The Amazing Spider-Man #576

Coming once again from a Marvel grab bag, this is another adventure from another hero whose adventures I’d checked out of a few years before this issue was published. I’d bought the occasional Spider-Man book as a kid and loosely followed the titles in the early 1990s, dipping in and out but never amassing anything that resembled a consistent run. When JMS took over the book in the 2000s, I bought the first couple of trades and did really enjoy the first 30-40 issues of Ultimate Spider-Man. But by 2008, I was more or less out of comics and had been out of Spidey for at least five years.

This … wouldn’t have brought me back. Written by Joe Kelly and illustrated by Chris Bachalo, it has Spider-Man going up against Hammerhead who is now working with someone called “The Negative Man”, who seems to have shown him a new way of doing things. That new way seems to be really brutal, as Peter is getting the absolute crap kicked out of him throughout much of the book. Simultaneously, he and his partner at The Daily Bugle are looking into things that orbit around this criminal plot.

I’ve always been a fan of Chris Bachalo–his art on Death: The High Cost of Living is outstanding–but this is just terrible.
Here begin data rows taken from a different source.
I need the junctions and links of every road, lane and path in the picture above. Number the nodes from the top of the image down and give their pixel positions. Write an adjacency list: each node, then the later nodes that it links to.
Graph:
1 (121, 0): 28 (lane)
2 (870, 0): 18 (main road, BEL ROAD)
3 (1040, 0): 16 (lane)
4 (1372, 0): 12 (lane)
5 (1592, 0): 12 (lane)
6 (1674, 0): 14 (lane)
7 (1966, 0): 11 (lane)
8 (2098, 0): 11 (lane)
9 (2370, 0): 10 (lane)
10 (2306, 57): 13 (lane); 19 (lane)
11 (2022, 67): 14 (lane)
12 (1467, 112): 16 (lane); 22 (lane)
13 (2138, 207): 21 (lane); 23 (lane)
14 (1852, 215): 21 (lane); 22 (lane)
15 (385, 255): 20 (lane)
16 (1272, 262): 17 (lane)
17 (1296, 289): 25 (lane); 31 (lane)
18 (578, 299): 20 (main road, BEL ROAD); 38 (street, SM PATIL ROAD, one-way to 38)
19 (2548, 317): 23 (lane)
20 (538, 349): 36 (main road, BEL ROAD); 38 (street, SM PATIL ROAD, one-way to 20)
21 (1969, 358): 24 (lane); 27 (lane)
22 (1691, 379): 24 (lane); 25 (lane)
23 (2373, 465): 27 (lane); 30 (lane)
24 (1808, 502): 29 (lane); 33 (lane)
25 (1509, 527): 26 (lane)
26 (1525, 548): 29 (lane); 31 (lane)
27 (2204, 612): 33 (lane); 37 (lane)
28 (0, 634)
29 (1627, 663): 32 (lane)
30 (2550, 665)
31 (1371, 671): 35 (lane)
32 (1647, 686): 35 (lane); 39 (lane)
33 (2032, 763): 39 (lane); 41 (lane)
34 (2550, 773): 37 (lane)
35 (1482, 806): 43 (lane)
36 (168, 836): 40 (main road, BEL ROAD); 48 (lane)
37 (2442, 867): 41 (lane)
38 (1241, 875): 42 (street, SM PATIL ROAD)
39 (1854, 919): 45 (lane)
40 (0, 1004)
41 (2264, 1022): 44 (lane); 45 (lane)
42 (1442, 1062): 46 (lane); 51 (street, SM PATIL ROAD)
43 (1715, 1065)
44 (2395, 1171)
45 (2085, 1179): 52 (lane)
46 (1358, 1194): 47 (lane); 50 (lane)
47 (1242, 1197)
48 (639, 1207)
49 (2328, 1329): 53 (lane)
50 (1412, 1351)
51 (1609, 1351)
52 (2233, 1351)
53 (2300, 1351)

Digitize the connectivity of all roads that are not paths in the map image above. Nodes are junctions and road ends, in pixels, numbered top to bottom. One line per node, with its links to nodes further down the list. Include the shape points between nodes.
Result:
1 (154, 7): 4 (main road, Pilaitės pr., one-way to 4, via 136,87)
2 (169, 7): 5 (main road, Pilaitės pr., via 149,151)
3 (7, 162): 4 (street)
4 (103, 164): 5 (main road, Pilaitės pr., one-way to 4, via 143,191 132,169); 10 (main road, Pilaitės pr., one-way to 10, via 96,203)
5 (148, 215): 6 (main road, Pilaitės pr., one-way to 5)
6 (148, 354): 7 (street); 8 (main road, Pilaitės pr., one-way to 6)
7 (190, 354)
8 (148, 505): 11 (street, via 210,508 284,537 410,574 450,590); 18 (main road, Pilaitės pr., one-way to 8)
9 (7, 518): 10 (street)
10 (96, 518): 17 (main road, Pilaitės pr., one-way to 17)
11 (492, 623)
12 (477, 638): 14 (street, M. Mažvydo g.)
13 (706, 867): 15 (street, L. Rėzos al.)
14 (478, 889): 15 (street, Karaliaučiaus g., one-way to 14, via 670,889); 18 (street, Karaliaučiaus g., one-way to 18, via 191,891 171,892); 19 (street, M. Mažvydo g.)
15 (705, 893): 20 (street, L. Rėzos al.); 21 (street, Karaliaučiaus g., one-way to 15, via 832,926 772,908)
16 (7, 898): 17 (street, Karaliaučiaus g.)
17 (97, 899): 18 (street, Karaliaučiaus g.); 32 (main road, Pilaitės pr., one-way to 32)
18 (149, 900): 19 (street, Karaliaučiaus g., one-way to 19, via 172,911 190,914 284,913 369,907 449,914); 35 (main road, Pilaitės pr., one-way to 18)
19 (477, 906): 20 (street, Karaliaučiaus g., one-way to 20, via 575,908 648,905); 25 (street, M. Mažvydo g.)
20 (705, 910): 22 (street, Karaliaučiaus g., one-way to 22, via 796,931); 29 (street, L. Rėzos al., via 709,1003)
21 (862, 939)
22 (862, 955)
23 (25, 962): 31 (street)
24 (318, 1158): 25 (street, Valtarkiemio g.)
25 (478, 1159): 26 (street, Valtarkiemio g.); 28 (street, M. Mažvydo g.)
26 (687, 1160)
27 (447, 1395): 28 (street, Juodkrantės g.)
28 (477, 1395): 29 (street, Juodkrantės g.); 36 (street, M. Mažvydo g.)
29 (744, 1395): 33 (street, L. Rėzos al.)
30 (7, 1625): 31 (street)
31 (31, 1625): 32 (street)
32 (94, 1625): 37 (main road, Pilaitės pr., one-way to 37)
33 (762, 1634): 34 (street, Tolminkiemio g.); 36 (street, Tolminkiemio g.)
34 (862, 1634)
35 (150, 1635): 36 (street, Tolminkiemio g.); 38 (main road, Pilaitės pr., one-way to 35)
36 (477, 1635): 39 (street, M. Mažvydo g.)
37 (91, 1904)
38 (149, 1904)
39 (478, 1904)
I mean, I’m not the type of person with enough talent to really “judge” art, but where I sometimes see the Bacahlo that I enjoyed seeing in the early 1990s, a lot of it is pretty sloppy. Most importantly, though, the coloring is so muddy that it’s hard to see anything. Everything looks like it was shot with a brown filter or something.

I should probably have a more detailed review here, but I have to say that this reminds me of how tough it was to read comics in the mid- to late-2000s. They were floating back to the ultra-violent books that we were seeing in the early 1990s but this time it seemed to be more graphic and you clearly couldn’t try to give this for a kid. Not that all comics were for kids, but the problem that the big two had for years (and still have to a certain extent) is creating content for all ages. And I’m looking at this and seeing just so much “realistic” violence (read: blood flying everywhere) that I found myself longing for the comics of the 1980s where you could have a storyline like this without all of that. But maybe I don’t know what I’m talking about here and am just showing how old I am.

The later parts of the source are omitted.